The Intelligence Quotient – How We Measure Intelligence
The intelligence quotient or IQ is a score that, based on performance on certain tests, is meant to quantify human intelligence. While the tests used are subject to much controversy and testing bias, the intelligence quotient score is still used by public and private schools to rank students and determine placement in classes of varying complexity for a given age.
In many schools, children that achieve an intelligence quotient above a certain level are labeled “gifted” and are given an enriched and especially challenging curriculum meant to cultivate and nurture that intelligence.
If a large number of people are tested, the intelligence quotient will fall in a normal distribution or upside-down, U-shaped curve with the most people earning a score of 100. In fact, intelligence quotient tests are standardized by making the mean score 100 much like college courses are graded “on a curve.” Since the intelligence quotient follows a normal distribution, they are fewer people with scores much higher or lower than 100.
Thus there should be the same number of people in a community with an intelligence quotient of 120 as there are with a score of 80, but each group is made up of fewer people than those that have intelligence quotients of 100.
Eliminating Bias
Intelligence quotient tests are designed to minimize bias against certain groups of students. When possible, logical sequences of blocks or figures are used rather than words to eliminate the bias that certain situations could pose for certain students.
For example, if a word problem challenges the test taker to reason through a situation on a farm, students that have never left the inner city would be unfairly penalized, not for a lack of intelligence but for a different frame of reference. Mathematical operations need to be kept very simple on intelligence quotient tests so that logical reasoning is tested rather than mathematical ability.
Opponents OF IQ
The intelligence quotient test as a means of quantifying intelligence has some vocal opponents. Those opposed to intelligence quotient measures cite many different arguments. Some argue that intelligence is not a static quality and, through training and education, intelligence can be improved. Thus selecting certain students based on intelligence quotient and placing them in advanced classes strongly inhibits the growth and development of students that did not perform well on initial intelligence quotient testing.
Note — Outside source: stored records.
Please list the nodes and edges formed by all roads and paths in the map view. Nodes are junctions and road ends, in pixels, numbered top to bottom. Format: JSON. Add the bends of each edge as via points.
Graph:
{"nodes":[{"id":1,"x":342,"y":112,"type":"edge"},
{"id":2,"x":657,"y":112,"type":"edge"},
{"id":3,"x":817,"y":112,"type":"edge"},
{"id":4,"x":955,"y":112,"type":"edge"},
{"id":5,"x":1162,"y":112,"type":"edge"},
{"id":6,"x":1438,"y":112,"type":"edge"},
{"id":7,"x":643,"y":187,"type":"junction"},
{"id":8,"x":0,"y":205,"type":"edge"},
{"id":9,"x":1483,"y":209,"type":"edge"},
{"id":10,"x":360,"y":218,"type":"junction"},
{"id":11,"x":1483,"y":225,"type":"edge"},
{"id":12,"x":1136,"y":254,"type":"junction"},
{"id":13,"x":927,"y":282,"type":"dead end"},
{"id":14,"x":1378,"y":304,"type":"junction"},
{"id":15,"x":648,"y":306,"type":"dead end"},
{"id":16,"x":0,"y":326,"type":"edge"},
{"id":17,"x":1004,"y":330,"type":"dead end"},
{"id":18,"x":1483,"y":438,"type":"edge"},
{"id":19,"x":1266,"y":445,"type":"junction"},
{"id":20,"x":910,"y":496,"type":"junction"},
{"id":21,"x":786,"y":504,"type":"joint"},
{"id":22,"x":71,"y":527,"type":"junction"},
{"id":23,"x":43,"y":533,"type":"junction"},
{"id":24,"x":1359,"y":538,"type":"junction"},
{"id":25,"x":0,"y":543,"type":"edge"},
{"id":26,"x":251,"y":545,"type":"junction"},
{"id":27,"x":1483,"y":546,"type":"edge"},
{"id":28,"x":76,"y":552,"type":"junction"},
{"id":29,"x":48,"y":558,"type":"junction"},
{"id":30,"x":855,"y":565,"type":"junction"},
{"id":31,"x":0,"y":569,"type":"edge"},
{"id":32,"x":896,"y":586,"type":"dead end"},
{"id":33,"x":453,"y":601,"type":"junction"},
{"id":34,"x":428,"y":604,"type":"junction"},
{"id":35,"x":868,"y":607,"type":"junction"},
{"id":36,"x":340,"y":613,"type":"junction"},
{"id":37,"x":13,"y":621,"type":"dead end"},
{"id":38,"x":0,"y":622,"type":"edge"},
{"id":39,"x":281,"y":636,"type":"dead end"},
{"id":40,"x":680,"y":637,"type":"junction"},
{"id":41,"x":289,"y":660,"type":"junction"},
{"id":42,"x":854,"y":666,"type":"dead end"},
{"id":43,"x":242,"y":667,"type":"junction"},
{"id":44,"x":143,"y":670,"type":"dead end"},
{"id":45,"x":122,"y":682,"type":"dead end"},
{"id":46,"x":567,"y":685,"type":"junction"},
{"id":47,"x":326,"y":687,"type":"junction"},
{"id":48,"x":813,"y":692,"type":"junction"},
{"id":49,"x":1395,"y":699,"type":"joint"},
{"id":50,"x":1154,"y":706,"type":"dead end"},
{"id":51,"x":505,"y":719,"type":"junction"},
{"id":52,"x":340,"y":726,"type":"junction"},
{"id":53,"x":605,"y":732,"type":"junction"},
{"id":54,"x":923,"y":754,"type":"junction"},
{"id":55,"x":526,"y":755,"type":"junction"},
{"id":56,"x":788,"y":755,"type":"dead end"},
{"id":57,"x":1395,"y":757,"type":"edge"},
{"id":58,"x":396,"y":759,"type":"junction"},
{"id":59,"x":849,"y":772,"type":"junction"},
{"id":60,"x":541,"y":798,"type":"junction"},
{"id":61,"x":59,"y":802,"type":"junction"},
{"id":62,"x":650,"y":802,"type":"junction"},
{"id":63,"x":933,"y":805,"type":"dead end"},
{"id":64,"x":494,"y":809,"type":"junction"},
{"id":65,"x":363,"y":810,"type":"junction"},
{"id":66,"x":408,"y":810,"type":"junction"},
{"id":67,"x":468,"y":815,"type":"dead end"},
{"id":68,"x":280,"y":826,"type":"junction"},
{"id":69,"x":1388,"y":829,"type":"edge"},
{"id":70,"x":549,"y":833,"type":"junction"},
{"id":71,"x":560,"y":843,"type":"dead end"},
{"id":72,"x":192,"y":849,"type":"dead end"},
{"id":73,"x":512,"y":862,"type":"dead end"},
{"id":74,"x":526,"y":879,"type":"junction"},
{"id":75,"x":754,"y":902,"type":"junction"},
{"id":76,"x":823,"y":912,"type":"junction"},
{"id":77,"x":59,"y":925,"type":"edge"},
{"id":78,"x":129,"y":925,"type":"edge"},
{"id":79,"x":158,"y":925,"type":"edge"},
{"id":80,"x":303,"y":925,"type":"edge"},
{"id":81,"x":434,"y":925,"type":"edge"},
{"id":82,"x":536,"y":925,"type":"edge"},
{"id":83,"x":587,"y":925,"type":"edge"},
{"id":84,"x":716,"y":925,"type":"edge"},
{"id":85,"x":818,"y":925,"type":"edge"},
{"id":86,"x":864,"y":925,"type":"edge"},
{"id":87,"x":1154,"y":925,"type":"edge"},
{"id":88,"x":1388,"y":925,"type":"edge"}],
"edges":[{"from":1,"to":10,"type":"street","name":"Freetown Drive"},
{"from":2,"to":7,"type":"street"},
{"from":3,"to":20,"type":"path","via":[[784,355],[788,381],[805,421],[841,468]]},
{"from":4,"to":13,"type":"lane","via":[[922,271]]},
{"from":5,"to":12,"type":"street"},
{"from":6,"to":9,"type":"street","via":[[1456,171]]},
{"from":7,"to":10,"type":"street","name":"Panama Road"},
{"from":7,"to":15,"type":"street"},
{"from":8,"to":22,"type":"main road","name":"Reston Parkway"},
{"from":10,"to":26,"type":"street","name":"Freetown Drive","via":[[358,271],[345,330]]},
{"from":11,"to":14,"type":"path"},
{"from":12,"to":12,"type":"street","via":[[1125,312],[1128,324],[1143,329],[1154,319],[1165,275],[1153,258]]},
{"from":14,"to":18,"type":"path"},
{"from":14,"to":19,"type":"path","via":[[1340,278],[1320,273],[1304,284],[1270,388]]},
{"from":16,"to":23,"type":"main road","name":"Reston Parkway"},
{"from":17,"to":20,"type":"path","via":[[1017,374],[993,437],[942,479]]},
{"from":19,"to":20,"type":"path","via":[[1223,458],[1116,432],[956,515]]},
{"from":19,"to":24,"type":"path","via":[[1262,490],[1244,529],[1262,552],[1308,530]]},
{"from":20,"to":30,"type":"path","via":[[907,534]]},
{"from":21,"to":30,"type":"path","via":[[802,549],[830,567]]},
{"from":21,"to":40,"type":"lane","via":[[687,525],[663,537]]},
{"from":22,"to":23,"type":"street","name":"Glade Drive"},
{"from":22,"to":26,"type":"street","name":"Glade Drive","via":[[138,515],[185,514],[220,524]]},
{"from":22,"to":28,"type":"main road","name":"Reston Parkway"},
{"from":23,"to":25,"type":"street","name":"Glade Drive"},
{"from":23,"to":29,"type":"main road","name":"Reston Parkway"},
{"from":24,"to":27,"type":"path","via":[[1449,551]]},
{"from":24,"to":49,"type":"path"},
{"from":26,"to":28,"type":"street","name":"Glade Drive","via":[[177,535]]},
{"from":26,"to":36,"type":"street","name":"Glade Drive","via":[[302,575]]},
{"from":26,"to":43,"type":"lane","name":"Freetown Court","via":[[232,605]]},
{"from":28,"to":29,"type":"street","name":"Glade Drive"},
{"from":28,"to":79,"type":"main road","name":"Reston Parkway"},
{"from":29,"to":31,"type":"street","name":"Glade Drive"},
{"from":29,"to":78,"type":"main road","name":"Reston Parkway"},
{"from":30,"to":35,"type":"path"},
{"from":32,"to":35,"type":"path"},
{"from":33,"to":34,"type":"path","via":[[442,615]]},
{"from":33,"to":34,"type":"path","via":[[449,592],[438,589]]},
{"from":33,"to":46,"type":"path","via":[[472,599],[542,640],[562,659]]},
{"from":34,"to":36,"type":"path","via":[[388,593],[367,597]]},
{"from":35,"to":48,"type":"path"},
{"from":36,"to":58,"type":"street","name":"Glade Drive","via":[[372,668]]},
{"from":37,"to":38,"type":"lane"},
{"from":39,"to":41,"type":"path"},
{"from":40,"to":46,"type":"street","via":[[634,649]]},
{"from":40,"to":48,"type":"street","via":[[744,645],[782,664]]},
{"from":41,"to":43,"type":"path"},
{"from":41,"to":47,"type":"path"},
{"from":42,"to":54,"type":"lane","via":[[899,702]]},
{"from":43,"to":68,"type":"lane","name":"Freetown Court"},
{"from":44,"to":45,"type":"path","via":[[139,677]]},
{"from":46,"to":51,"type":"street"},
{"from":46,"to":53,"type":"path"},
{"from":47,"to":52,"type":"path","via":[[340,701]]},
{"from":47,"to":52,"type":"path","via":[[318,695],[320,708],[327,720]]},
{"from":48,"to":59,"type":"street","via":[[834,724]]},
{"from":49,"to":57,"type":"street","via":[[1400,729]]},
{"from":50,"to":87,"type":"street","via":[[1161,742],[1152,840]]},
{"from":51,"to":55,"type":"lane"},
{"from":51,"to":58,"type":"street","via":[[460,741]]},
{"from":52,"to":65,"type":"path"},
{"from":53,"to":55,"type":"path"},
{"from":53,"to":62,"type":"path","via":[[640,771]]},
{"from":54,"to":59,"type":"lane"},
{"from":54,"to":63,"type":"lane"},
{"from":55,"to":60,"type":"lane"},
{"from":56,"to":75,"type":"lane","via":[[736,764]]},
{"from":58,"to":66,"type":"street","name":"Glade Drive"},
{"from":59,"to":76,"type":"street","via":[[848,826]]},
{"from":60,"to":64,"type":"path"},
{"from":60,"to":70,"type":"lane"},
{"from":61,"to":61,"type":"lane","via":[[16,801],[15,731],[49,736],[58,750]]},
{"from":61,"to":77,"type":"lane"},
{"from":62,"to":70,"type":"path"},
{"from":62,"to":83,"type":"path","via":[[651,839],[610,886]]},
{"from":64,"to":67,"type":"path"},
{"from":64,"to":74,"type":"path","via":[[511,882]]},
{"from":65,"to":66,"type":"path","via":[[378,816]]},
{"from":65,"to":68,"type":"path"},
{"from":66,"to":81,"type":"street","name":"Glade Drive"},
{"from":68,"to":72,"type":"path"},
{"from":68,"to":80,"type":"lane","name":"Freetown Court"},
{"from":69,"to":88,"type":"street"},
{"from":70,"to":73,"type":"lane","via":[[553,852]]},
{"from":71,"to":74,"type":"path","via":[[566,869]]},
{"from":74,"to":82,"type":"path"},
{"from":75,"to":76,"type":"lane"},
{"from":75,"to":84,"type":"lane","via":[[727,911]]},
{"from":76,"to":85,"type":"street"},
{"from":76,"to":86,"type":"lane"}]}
Thus, if third graders are given an intelligence quotient test, their educational trajectory could be plotted from that moment forward. Students performing better on the test will be continually challenged and heavily trained while those with lower intelligence quotient scores may not receive the attention and training that would allow them to make up for a low intelligence quotient score. Others argue that only certain types of intelligence are tested and not others. Ranking children in this way rewards logic but penalizes emotional intelligence, for example.
Our Current Measurement
Despite its limitations, intelligence quotient or IQ is still used in various ways to create a hierarchy of students, even at an early age. Since we must educate all children with limited resources, there are certain practical considerations that need to be considered. Strengths need to be promoted while weaknesses need to be identified and remedied. For the time being, the intelligence quotient and other standardized tests are the means of identifying those strengths and weaknesses.